Work task:
Scan the following material for the string "Alessandro" and copy each line in which it appears.

Data records:
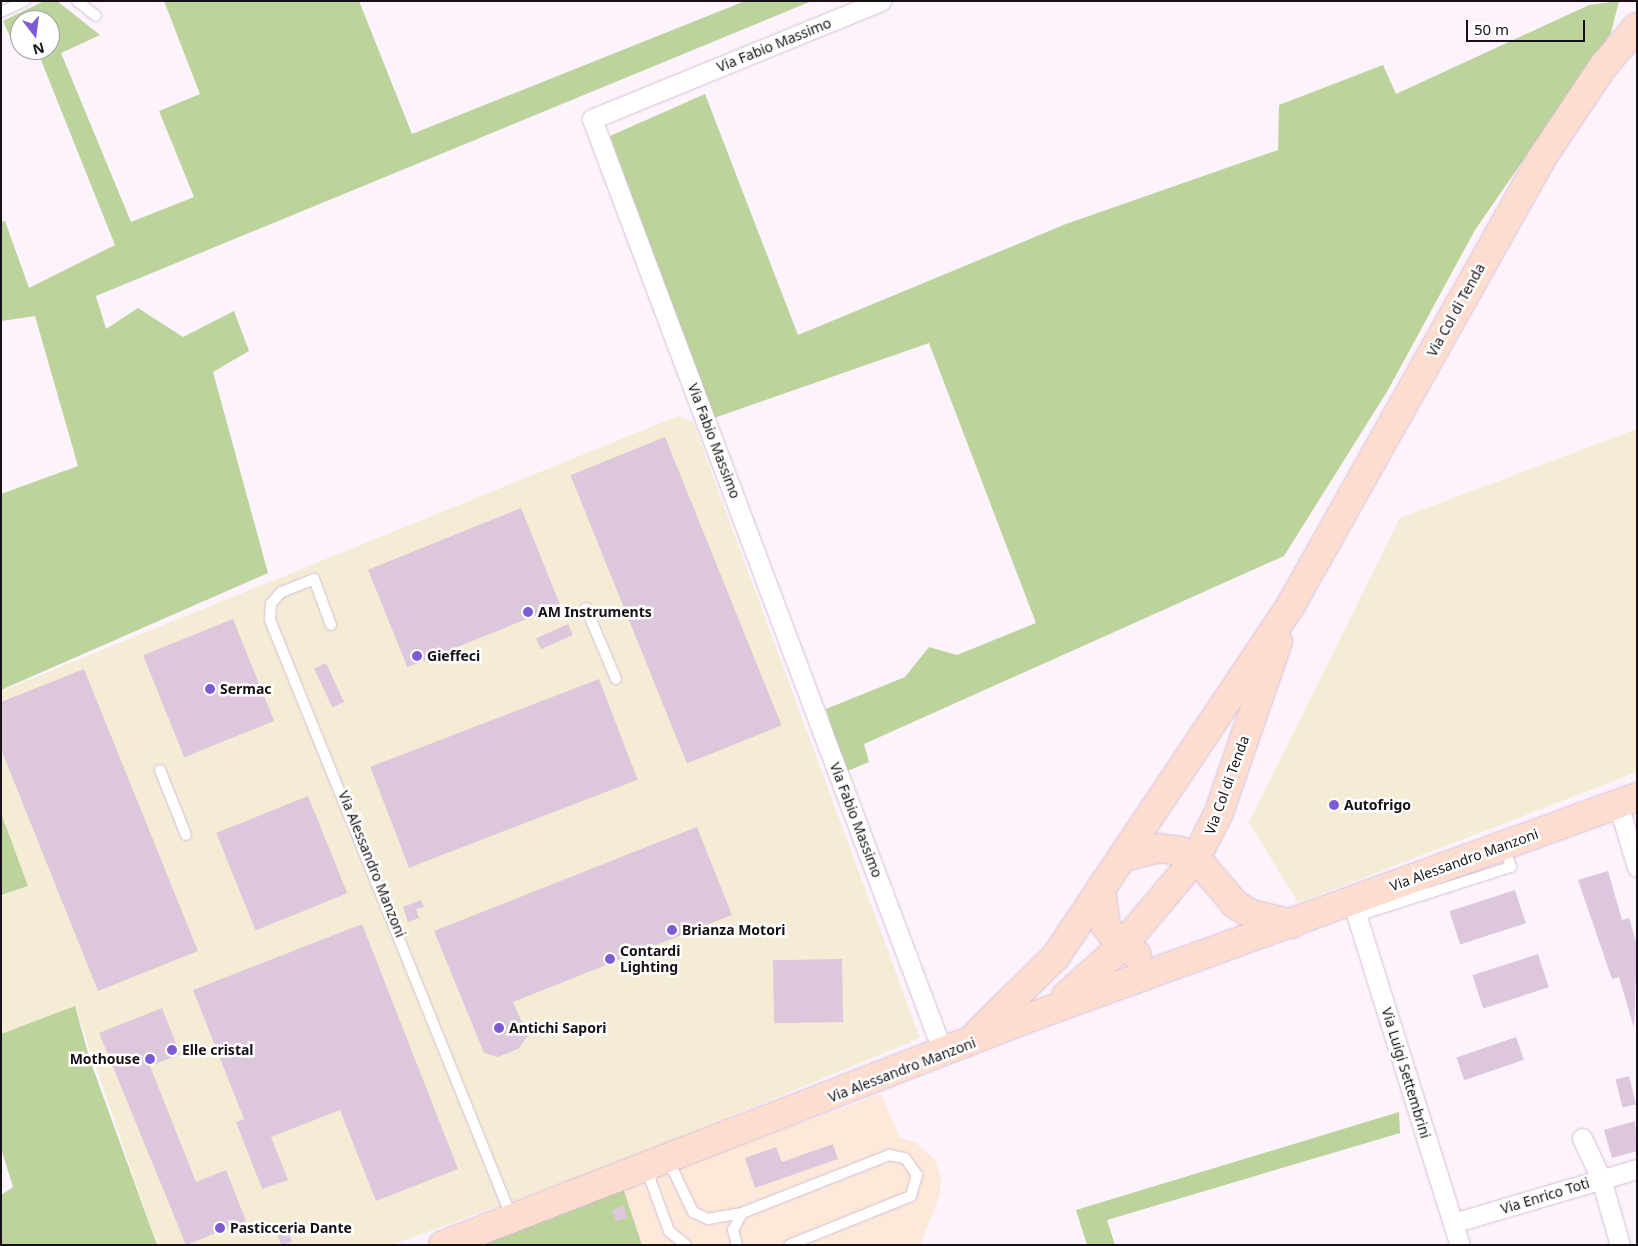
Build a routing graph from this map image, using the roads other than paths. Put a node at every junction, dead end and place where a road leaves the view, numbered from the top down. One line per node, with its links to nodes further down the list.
1 (25, 1): 4 (lane)
2 (78, 1): 5 (lane)
3 (881, 1): 23 (street, Via Fabio Massimo)
4 (1, 12)
5 (96, 16)
6 (1637, 27): 7 (main road, Via Col di Tenda)
7 (1292, 603): 14 (main road, Via Col di Tenda); 15 (main road, Via Col di Tenda)
8 (586, 608): 10 (lane)
9 (331, 625): 29 (lane, Via Alessandro Manzoni)
10 (616, 679)
11 (160, 770): 13 (lane)
12 (1627, 801): 16 (street); 18 (main road, Via Alessandro Manzoni)
13 (186, 835)
14 (1124, 858): 15 (main road); 17 (main road, Via Col di Tenda)
15 (1196, 858): 19 (main road); 20 (main road, Via Col di Tenda)
16 (1637, 867)
17 (1101, 888): 20 (main road); 23 (main road, Via Col di Tenda)
18 (1354, 909): 19 (main road, Via Alessandro Manzoni); 30 (street, Via Luigi Settembrini)
19 (1292, 924): 21 (main road, Via Alessandro Manzoni)
20 (1122, 946): 21 (main road); 22 (main road, Via Col di Tenda)
21 (1194, 956): 22 (main road, Via Alessandro Manzoni)
22 (1039, 1014): 23 (main road, Via Alessandro Manzoni)
23 (953, 1051): 25 (main road, Via Alessandro Manzoni)
24 (1582, 1138): 27 (street)
25 (659, 1163): 28 (lane); 29 (main road, Via Alessandro Manzoni); 32 (lane)
26 (1637, 1168): 27 (street, Via Enrico Toti)
27 (1601, 1179): 30 (street, Via Enrico Toti); 36 (street)
28 (742, 1213): 33 (lane); 34 (lane)
29 (512, 1219): 31 (main road, Via Alessandro Manzoni)
30 (1454, 1224): 35 (street, Via Luigi Settembrini)
31 (443, 1245)
32 (686, 1245)
33 (737, 1245)
34 (789, 1245)
35 (1460, 1245)
36 (1620, 1245)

Response to this exercise:
9 (331, 625): 29 (lane, Via Alessandro Manzoni)
12 (1627, 801): 16 (street); 18 (main road, Via Alessandro Manzoni)
18 (1354, 909): 19 (main road, Via Alessandro Manzoni); 30 (street, Via Luigi Settembrini)
19 (1292, 924): 21 (main road, Via Alessandro Manzoni)
21 (1194, 956): 22 (main road, Via Alessandro Manzoni)
22 (1039, 1014): 23 (main road, Via Alessandro Manzoni)
23 (953, 1051): 25 (main road, Via Alessandro Manzoni)
25 (659, 1163): 28 (lane); 29 (main road, Via Alessandro Manzoni); 32 (lane)
29 (512, 1219): 31 (main road, Via Alessandro Manzoni)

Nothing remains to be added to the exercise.